Work required =>
For each record that follows, restate the text exactly and drop the pictures.

Input records =>
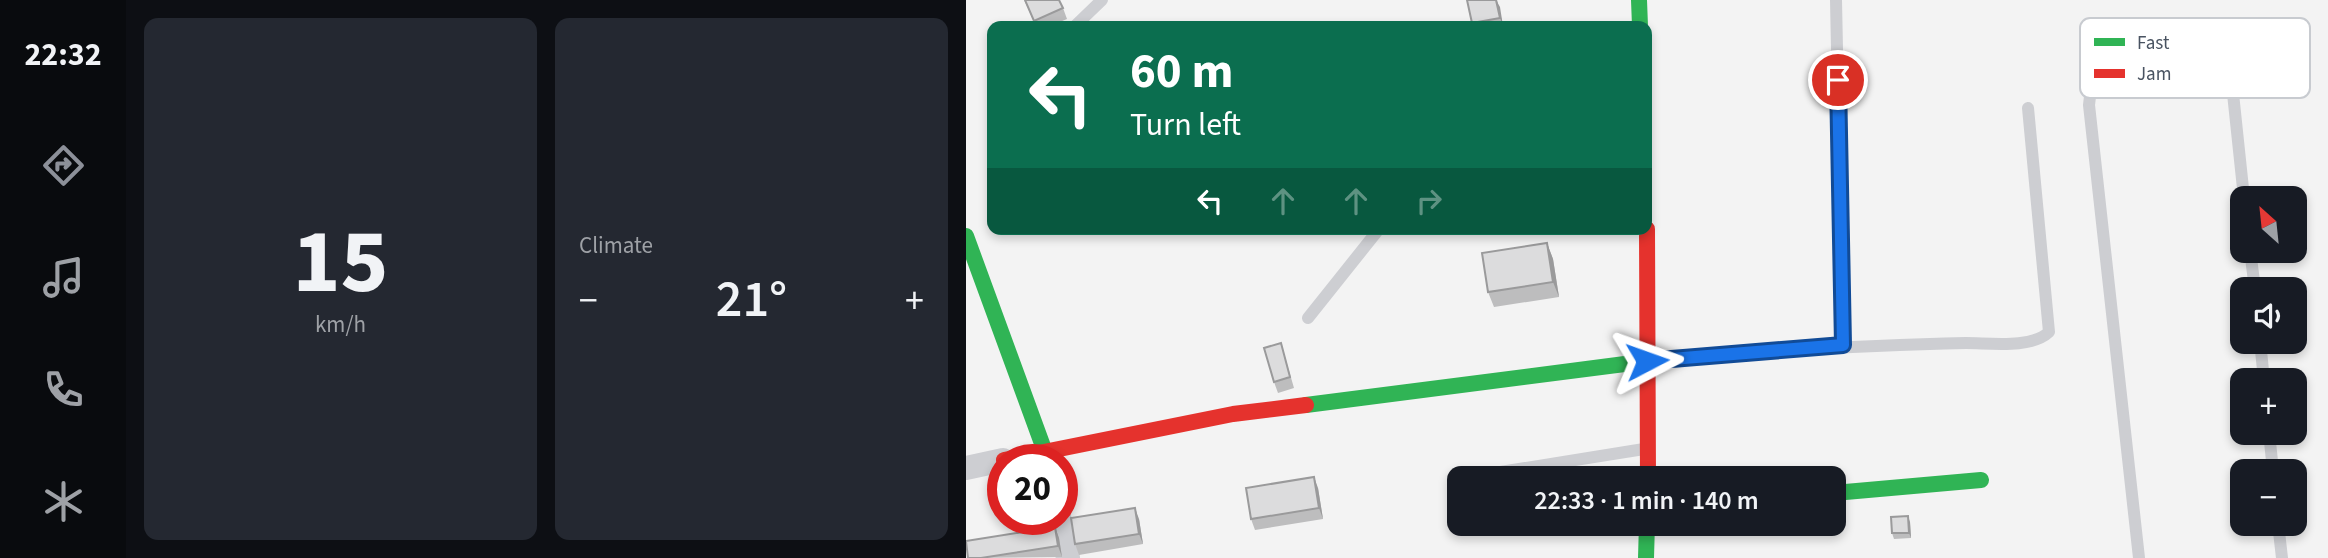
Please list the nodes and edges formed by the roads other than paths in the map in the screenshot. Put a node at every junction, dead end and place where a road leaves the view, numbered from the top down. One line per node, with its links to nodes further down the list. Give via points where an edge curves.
1 (1102, 0): 4 (lane)
2 (1639, 0): 5 (street)
3 (1836, 0): 15 (lane)
4 (1081, 21)
5 (1640, 21)
6 (2090, 98): 31 (lane)
7 (2233, 98): 9 (lane)
8 (2028, 108): 15 (lane, via 2049,332 2038,340 2016,342)
9 (2243, 186)
10 (1374, 235): 14 (lane)
11 (1647, 235): 16 (street)
12 (966, 236): 13 (street)
13 (975, 281): 17 (street)
14 (1308, 318)
15 (1843, 345): 16 (lane)
16 (1647, 361): 18 (street); 19 (street, via 1233,414)
17 (1042, 444)
18 (1648, 448): 21 (lane); 22 (street)
19 (1078, 449)
20 (987, 463): 23 (street)
21 (1537, 466)
22 (1648, 466)
23 (966, 468)
24 (1981, 480): 25 (street)
25 (1846, 492)
26 (1063, 535): 29 (street)
27 (1647, 536): 30 (street)
28 (2279, 536): 32 (lane)
29 (1068, 558)
30 (1646, 558)
31 (2139, 558)
32 (2282, 558)

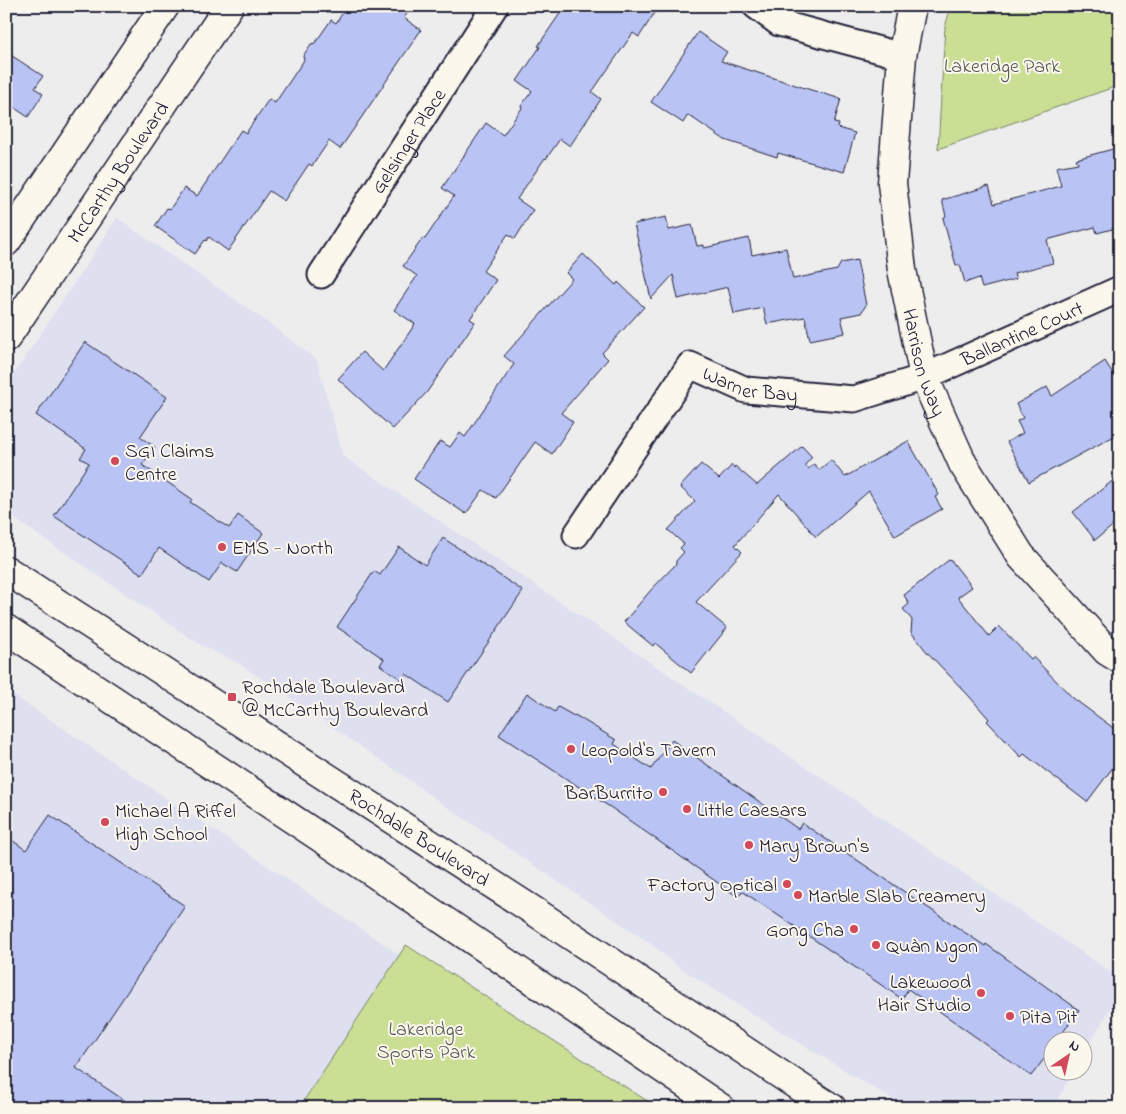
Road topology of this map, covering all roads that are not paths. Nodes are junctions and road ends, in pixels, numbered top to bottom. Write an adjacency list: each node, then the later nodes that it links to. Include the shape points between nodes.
1 (166, 6): 7 (main road)
2 (229, 6): 10 (main road, McCarthy Boulevard)
3 (495, 6): 8 (street, Gelsinger Place)
4 (756, 6): 6 (street, via 780,23)
5 (912, 6): 6 (main road, Harrison Way)
6 (902, 56): 11 (main road, Harrison Way, via 892,183 902,270)
7 (6, 242)
8 (321, 275)
9 (1120, 289): 11 (street, Ballantine Court)
10 (6, 338)
11 (924, 377): 12 (street, Warner Bay, via 854,398 746,390 690,365); 15 (main road, Harrison Way, via 963,464 1021,556 1107,651)
12 (576, 535)
13 (6, 570): 17 (main road, Rochdale Boulevard)
14 (6, 629): 16 (main road)
15 (1120, 659)
16 (721, 1108)
17 (832, 1108)

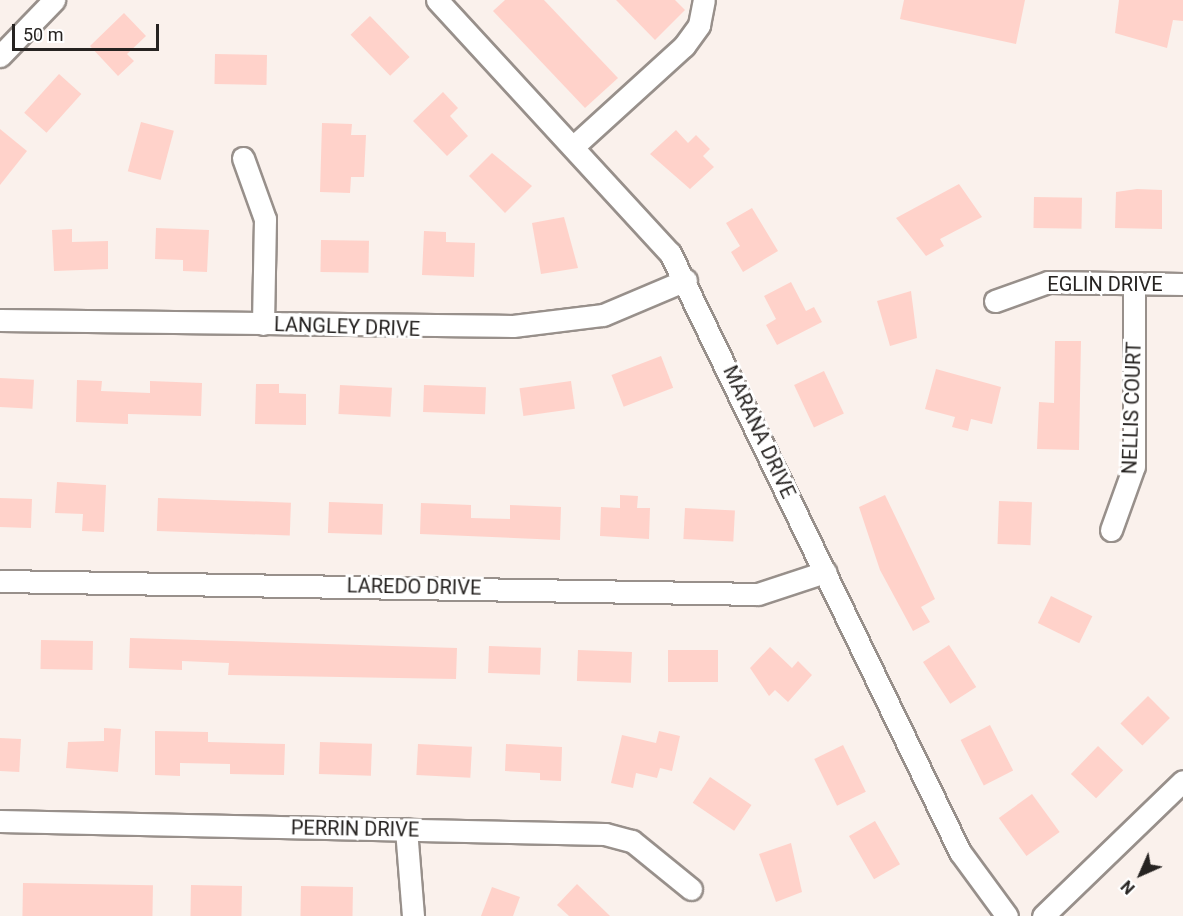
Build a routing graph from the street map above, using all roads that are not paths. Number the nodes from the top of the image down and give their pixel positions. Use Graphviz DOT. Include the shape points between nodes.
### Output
graph roads {
  1 [pos="54,0"];
  2 [pos="437,0"];
  3 [pos="704,0"];
  4 [pos="0,56"];
  5 [pos="574,146"];
  6 [pos="243,158"];
  7 [pos="686,280"];
  8 [pos="1134,283"];
  9 [pos="1183,284"];
  10 [pos="994,301"];
  11 [pos="0,320"];
  12 [pos="262,324"];
  13 [pos="1111,530"];
  14 [pos="825,572"];
  15 [pos="0,581"];
  16 [pos="1183,781"];
  17 [pos="0,821"];
  18 [pos="406,829"];
  19 [pos="691,889"];
  20 [pos="413,916"];
  21 [pos="1007,916"];
  22 [pos="1043,916"];
  1 -- 4 [label="street"];
  2 -- 5 [label="street, MARANA DRIVE"];
  3 -- 5 [label="street" via="699,25 684,46"];
  5 -- 7 [label="street, MARANA DRIVE" via="647,224"];
  6 -- 12 [label="street" via="265,219"];
  7 -- 12 [label="street, LANGLEY DRIVE" via="660,295 572,322 449,329"];
  7 -- 14 [label="street, MARANA DRIVE"];
  8 -- 9 [label="street, EGLIN DRIVE"];
  8 -- 10 [label="street, EGLIN DRIVE" via="1048,282"];
  8 -- 13 [label="street, NELLIS COURT" via="1134,466"];
  11 -- 12 [label="street, LANGLEY DRIVE"];
  14 -- 15 [label="street, LAREDO DRIVE" via="758,594"];
  14 -- 21 [label="street, MARANA DRIVE" via="960,852"];
  16 -- 22 [label="street"];
  17 -- 18 [label="street, PERRIN DRIVE"];
  18 -- 19 [label="street, PERRIN DRIVE" via="605,834 632,841"];
  18 -- 20 [label="street"];
}
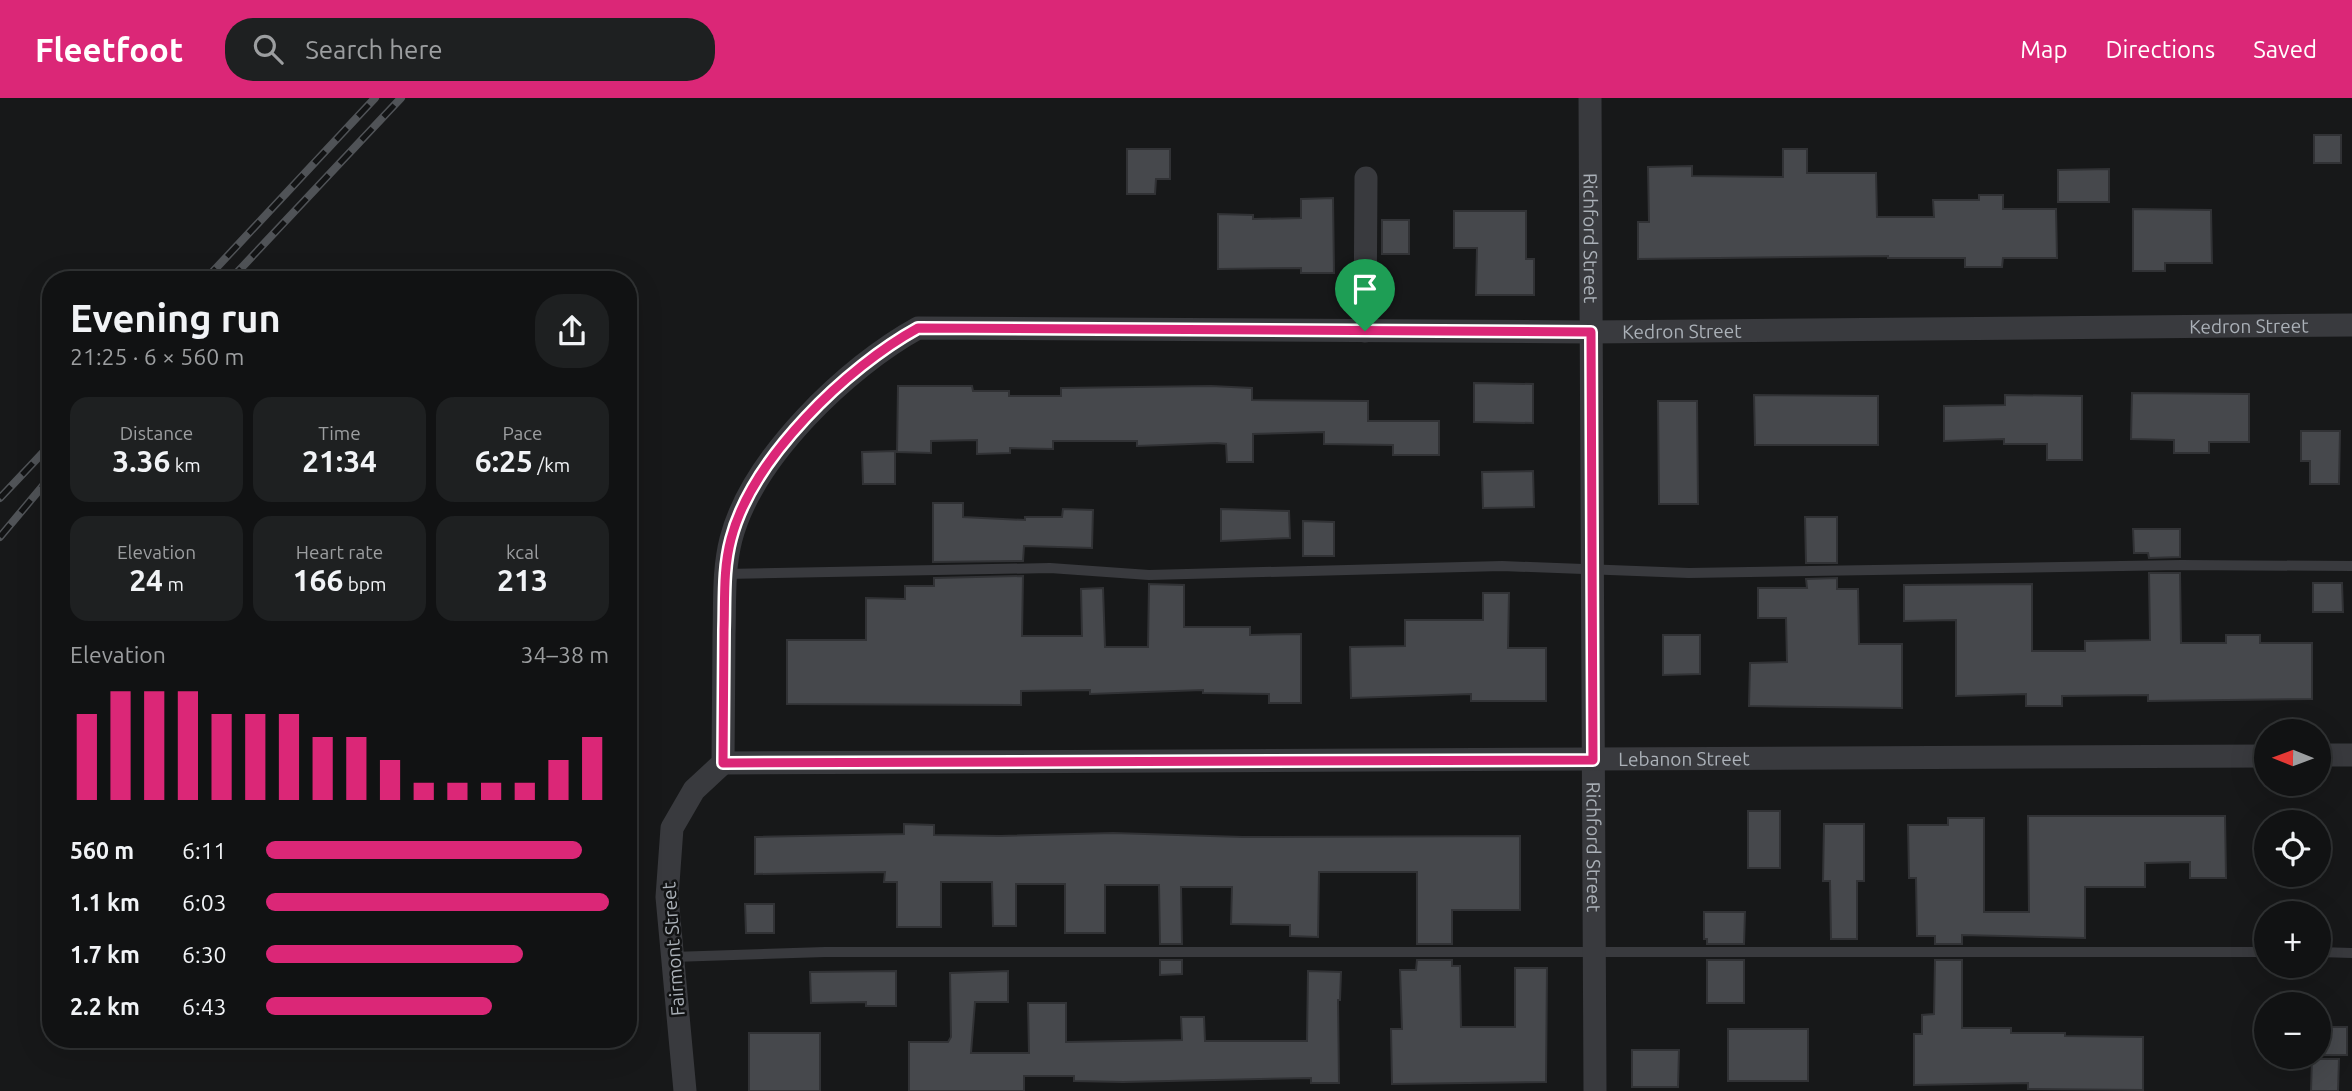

Written solution =>
Please list the nodes and edges formed by the roads other than paths in the map in the screenshot. Put a node at every junction, dead end and place where a road leaves the view, numbered from the top down. One line per node, with its links to nodes further down the list. Give via points where an edge curves.
1 (1102, 0): 4 (lane)
2 (1639, 0): 5 (street)
3 (1836, 0): 15 (lane)
4 (1081, 21)
5 (1640, 21)
6 (2090, 98): 31 (lane)
7 (2233, 98): 9 (lane)
8 (2028, 108): 15 (lane, via 2049,332 2038,340 2016,342)
9 (2243, 186)
10 (1374, 235): 14 (lane)
11 (1647, 235): 16 (street)
12 (966, 236): 13 (street)
13 (975, 281): 17 (street)
14 (1308, 318)
15 (1843, 345): 16 (lane)
16 (1647, 361): 18 (street); 19 (street, via 1233,414)
17 (1042, 444)
18 (1648, 448): 21 (lane); 22 (street)
19 (1078, 449)
20 (987, 463): 23 (street)
21 (1537, 466)
22 (1648, 466)
23 (966, 468)
24 (1981, 480): 25 (street)
25 (1846, 492)
26 (1063, 535): 29 (street)
27 (1647, 536): 30 (street)
28 (2279, 536): 32 (lane)
29 (1068, 558)
30 (1646, 558)
31 (2139, 558)
32 (2282, 558)

Road topology of this map, covering all roads that are not paths. Nodes are junctions and road ends, in pixels, numbered top to bottom. Write an adjacency list: each node, then the later nodes that it links to. Include the shape points between nodes.
1 (166, 6): 7 (main road)
2 (229, 6): 10 (main road, McCarthy Boulevard)
3 (495, 6): 8 (street, Gelsinger Place)
4 (756, 6): 6 (street, via 780,23)
5 (912, 6): 6 (main road, Harrison Way)
6 (902, 56): 11 (main road, Harrison Way, via 892,183 902,270)
7 (6, 242)
8 (321, 275)
9 (1120, 289): 11 (street, Ballantine Court)
10 (6, 338)
11 (924, 377): 12 (street, Warner Bay, via 854,398 746,390 690,365); 15 (main road, Harrison Way, via 963,464 1021,556 1107,651)
12 (576, 535)
13 (6, 570): 17 (main road, Rochdale Boulevard)
14 (6, 629): 16 (main road)
15 (1120, 659)
16 (721, 1108)
17 (832, 1108)

Build a routing graph from the street map above, using all roads that are not paths. Number the nodes from the top of the image down and give their pixel positions. Use Graphviz DOT. Include the shape points between nodes.
### Output
graph roads {
  1 [pos="54,0"];
  2 [pos="437,0"];
  3 [pos="704,0"];
  4 [pos="0,56"];
  5 [pos="574,146"];
  6 [pos="243,158"];
  7 [pos="686,280"];
  8 [pos="1134,283"];
  9 [pos="1183,284"];
  10 [pos="994,301"];
  11 [pos="0,320"];
  12 [pos="262,324"];
  13 [pos="1111,530"];
  14 [pos="825,572"];
  15 [pos="0,581"];
  16 [pos="1183,781"];
  17 [pos="0,821"];
  18 [pos="406,829"];
  19 [pos="691,889"];
  20 [pos="413,916"];
  21 [pos="1007,916"];
  22 [pos="1043,916"];
  1 -- 4 [label="street"];
  2 -- 5 [label="street, MARANA DRIVE"];
  3 -- 5 [label="street" via="699,25 684,46"];
  5 -- 7 [label="street, MARANA DRIVE" via="647,224"];
  6 -- 12 [label="street" via="265,219"];
  7 -- 12 [label="street, LANGLEY DRIVE" via="660,295 572,322 449,329"];
  7 -- 14 [label="street, MARANA DRIVE"];
  8 -- 9 [label="street, EGLIN DRIVE"];
  8 -- 10 [label="street, EGLIN DRIVE" via="1048,282"];
  8 -- 13 [label="street, NELLIS COURT" via="1134,466"];
  11 -- 12 [label="street, LANGLEY DRIVE"];
  14 -- 15 [label="street, LAREDO DRIVE" via="758,594"];
  14 -- 21 [label="street, MARANA DRIVE" via="960,852"];
  16 -- 22 [label="street"];
  17 -- 18 [label="street, PERRIN DRIVE"];
  18 -- 19 [label="street, PERRIN DRIVE" via="605,834 632,841"];
  18 -- 20 [label="street"];
}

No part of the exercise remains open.